Six months ago, something few had expected would take place in 2014, or even in the coming years, happened: under Western pressure and out of a desire to diversify away from an increasingly hostile European market, Russia signed the so-called "Holy Grail" gas deal with China, pivoting away from the west and toward with Beijing.
As part of the deal, the two nations reached a $400 billion agreement to construct the Power of Siberia pipeline, which will deliver 38 billion cubic meters (bcm) of gas to China. The compromise was a lower price than Gazprom would have otherwise hoped for, however in taking a cue right out of Amazon, "Russia would make up in volume what it lost in price." This eastern route will connect Russia’s Kovykta and Chaynda fields with China, where recoverable resources are estimated at about 3 trillion cubic meters.
And then today, with little fanfare, Russia's president Putin - whose economy is said to be reeling as a result of a plunging currency, paradoxically something Japan would love to be able to achieve on such short notice - told the media ahead of his visit to the Asia Pacific Economic Conference on November 9-11, that Moscow and Beijing have agreed many of the aspects of a second gas pipeline to China, the so-called western route, or as some already are calling it, the "second holy grail."

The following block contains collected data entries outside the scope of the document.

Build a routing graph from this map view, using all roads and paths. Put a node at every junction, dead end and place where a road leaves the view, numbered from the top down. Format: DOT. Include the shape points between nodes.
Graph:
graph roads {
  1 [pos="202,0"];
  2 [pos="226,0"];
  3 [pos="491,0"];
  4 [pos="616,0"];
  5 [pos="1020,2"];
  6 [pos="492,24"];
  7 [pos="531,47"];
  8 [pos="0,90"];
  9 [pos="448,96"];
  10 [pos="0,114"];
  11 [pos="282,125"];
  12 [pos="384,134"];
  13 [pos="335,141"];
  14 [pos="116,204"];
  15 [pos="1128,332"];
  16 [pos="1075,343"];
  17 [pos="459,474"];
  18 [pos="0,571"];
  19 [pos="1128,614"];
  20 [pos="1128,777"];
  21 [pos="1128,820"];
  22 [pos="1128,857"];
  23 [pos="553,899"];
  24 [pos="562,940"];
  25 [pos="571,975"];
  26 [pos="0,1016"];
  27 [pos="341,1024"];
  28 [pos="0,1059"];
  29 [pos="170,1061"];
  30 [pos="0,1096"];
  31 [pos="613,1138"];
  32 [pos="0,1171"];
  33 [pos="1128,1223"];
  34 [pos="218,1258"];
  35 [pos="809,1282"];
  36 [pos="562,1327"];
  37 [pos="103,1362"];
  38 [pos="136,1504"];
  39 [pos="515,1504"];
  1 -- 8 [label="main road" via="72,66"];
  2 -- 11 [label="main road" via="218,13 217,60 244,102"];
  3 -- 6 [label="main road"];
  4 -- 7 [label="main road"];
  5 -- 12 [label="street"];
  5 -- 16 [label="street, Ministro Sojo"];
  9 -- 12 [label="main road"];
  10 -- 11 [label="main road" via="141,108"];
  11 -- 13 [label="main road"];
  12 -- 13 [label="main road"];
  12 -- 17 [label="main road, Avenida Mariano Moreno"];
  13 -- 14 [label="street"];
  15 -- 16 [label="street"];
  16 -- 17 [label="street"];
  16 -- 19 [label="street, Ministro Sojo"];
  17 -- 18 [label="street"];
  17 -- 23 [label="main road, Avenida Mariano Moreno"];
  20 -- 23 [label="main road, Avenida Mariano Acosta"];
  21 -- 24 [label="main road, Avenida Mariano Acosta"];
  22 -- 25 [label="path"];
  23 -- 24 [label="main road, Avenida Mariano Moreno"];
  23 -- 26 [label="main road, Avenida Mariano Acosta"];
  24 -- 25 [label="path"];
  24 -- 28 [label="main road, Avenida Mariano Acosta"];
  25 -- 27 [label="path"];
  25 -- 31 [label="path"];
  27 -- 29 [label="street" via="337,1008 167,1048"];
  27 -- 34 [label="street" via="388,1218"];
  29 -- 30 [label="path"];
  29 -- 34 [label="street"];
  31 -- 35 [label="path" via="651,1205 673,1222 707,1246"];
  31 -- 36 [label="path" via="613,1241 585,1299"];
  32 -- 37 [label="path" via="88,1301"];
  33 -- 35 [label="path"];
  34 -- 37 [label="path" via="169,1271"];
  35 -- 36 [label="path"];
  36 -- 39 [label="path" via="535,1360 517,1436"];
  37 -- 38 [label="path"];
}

“We have reached an understanding in principle concerning the opening of the western route,” Putin said. "We have already agreed on many technical and commercial aspects of this project laying a good basis for reaching final arrangements,” the Russian President added.
As RT reports, the opening of the western route, the Altai, would link Western China and Russia and supply an additional 30 bcm of gas, nearly doubling the gas deal reached in May.
Once the Altai route is completed, China will become Russia’s biggest gas customer, able to receive up to 68 bcm of gas annually, surpassing the 40 bcm Russia supplies Germany each year.
Furthermore, now that the western embargo against Russia has made any ongoing cooperation between the western majors and Russia, especially in the Arctic region, virtually impossible if only for the time being, Russia has no choice but to entice China to accept the part of the provider of capital investment and technical know how (arguably reverse engineered from the best western firms). Which is why Russia has already offered Chinese companies a stake in large energy fields. In September, Russia’s largest oil company, Rosneft, offered China a share in its second-largest oil field, Vankor in the Krasnoyarsk region in Eastern Siberia. The area is estimated to have reserves of 520 million metric tons of oil and 95 billion cubic meters of natural gas.
“We have built and put into operation an oil pipeline from Russia to China and concluded agreements providing for the increase in crude oil supplies,” Putin said.
China will participate in joint exploration and extraction of crude oil and coal in Russia, and work on a jointly funded oil refinery in China has started.
And while Putin will be planning how to further expand the Russia-China energy symbiosis without losing too much of his own leverage, he will be joined by Russia's Foreign Minister Sergey Lavrov, who will reportedly meet with his US counterpart John Kerry. Judging by the recent escalation in Ukraine, the two will have much to discuss.
“Strengthening ties with China is a foreign policy priority of Russia. Today, our relations have reached the highest level of comprehensive equitable trust-based partnership and strategic interaction in their entire history. We are well aware that such collaboration is extremely important both for Russia and China,” Putin President said.
And as Europe slowly slides into depression having lost a major trade partner, China's trade with Russia, and obviously vice versa, is surging: overall trade between Russia and China increased by 3.4% in the first half of 2014, reaching $59.1 billion, and the two neighbors expect annual trade to reach $200 billion by 2020. China is Russia’s second-biggest trading partner after the EU.
And just in case the two host central banks opt out of wiring or reciving USD-denominated payments, or are prohibited to do so should SWIFT escalate and expel Russia from the organization, recall that the central banks of the two countries recently signed a three-year ruble-yuan currency swap deal worth up to $25 billion, in order to boost trade using national currencies and lessen dependence on the dollar and euro.
Said otherwise, front page coverage of Russia, and its Chinese pivot, may have slowed down in recent weeks, but the motions behind the scenes are anything but over. And while the developed world is increasingly withdrawing from trade with itself and the BRICs, instead relying increasingly more on outright currency devaluation to boost "wealth", it is the two superpowers of China and Russia that are approaching the future the right way. The "exorbitant privilege" of having their own reserve currency will arrive in due course.